SK: Selection of SOS Mother is a very thorough process. In most countries we advertise widely, stating the kind of candidature required and the kind of work it will be. At times women interested in working with us approach on their own. Once selected, they undergo an intensive training on child care for 2-3 years. During this period they also help an existing SOS mother. Only after this they independently start providing care to children as SOS Mothers.
On an average each mother looks after 8-10 children of mixed age group. In some countries there are specified numbers of children that can live in one home. We follow what is allowed under the local laws. The mothers receive a modest salary and retirement benefits.
The long term bond that the child forms with mother and siblings is core to emotional support. The concept of mother, siblings, home and village as a community has worked well for 63 years across 133 countries and territories.

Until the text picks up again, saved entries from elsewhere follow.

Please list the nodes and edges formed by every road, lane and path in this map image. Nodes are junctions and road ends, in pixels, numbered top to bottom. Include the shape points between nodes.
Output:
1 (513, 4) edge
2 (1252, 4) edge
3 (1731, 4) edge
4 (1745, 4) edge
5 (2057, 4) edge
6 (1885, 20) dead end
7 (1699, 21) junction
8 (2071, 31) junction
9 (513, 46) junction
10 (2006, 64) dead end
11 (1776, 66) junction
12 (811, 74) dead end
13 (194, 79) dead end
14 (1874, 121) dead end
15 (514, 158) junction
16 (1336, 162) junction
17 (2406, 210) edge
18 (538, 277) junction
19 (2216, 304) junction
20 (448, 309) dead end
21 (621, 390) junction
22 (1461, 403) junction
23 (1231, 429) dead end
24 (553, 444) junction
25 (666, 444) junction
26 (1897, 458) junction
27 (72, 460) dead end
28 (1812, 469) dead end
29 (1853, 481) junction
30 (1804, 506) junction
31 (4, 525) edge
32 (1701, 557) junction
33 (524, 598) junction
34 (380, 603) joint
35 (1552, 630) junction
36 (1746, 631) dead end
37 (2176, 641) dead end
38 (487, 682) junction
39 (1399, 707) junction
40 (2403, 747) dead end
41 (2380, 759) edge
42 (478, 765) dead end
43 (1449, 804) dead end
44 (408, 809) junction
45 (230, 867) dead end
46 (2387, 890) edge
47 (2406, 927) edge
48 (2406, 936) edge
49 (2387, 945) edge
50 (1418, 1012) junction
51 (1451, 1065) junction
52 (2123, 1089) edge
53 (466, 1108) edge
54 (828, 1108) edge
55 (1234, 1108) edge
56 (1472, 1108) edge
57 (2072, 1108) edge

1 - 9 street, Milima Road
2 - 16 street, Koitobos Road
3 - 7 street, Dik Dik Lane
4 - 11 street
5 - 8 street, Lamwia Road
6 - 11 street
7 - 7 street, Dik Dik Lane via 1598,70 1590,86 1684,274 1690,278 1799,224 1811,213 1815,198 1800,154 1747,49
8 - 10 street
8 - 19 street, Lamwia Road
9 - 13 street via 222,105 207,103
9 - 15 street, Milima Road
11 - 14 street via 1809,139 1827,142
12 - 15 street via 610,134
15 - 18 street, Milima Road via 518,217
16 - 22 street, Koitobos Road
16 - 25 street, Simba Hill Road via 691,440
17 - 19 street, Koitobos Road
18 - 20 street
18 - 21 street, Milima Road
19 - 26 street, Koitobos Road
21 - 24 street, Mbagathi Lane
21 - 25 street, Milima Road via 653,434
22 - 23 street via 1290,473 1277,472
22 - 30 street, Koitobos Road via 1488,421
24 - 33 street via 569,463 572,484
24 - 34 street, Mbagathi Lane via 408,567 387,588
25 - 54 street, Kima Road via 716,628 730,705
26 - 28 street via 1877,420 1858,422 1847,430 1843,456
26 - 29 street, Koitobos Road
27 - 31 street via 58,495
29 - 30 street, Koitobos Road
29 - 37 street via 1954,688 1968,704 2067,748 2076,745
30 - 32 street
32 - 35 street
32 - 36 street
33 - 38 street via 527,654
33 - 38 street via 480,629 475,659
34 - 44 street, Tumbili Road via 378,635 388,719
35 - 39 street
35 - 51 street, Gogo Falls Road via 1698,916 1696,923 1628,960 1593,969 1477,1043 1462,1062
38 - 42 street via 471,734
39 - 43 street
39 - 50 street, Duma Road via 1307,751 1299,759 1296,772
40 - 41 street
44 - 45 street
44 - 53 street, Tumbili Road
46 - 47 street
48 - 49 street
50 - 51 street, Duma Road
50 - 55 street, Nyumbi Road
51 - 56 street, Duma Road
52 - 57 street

SmartPlanet also spoke with Anjali Sharma, an Indian journalist in New York, who grew up in an SOS Village in India.
SP: What was it like, coming to an SOS Village?
AS: There are so many great memories from my childhood, growing up in SOS village which I cherish till today. I really don't know where to start, I think as many of my colleagues and friends say to me that I should write a memoir. Let me begin with my beloved SOS mother, late Tarawati Sharma, who nurtured me. Although I have two different versions how I came to SOS Village -- Holy Family hospital, in Delhi or Shishu Bhawan in Patna. I was put up for adoption. I don't know which one is true. And to be very honest I have never ever had any urged to find out the circumstances or any desire to search for my biological parents.
SP: What was it like growing up in an SOS Village?
AS: I was the youngest in the family, bit pampered I must say by my mother and my siblings. I am very close to all my brothers and sisters till today. We are 14 of us and I speak to each of them every weekend. They all are happily married with children and grandchildren. In fact, I became great aunt so to speak just last September.
SP: How do you feel about the SOS Villages program today?
AS: The model of SOS is unique and it shouldn't change. Every SOS child should realize that this is an opportunity that they have to avail and not to let it go. I think we as a society should support SOS in every way and bring awareness to the outside world, especially in the US, where people hardly know or heard of SOS Children's Villages.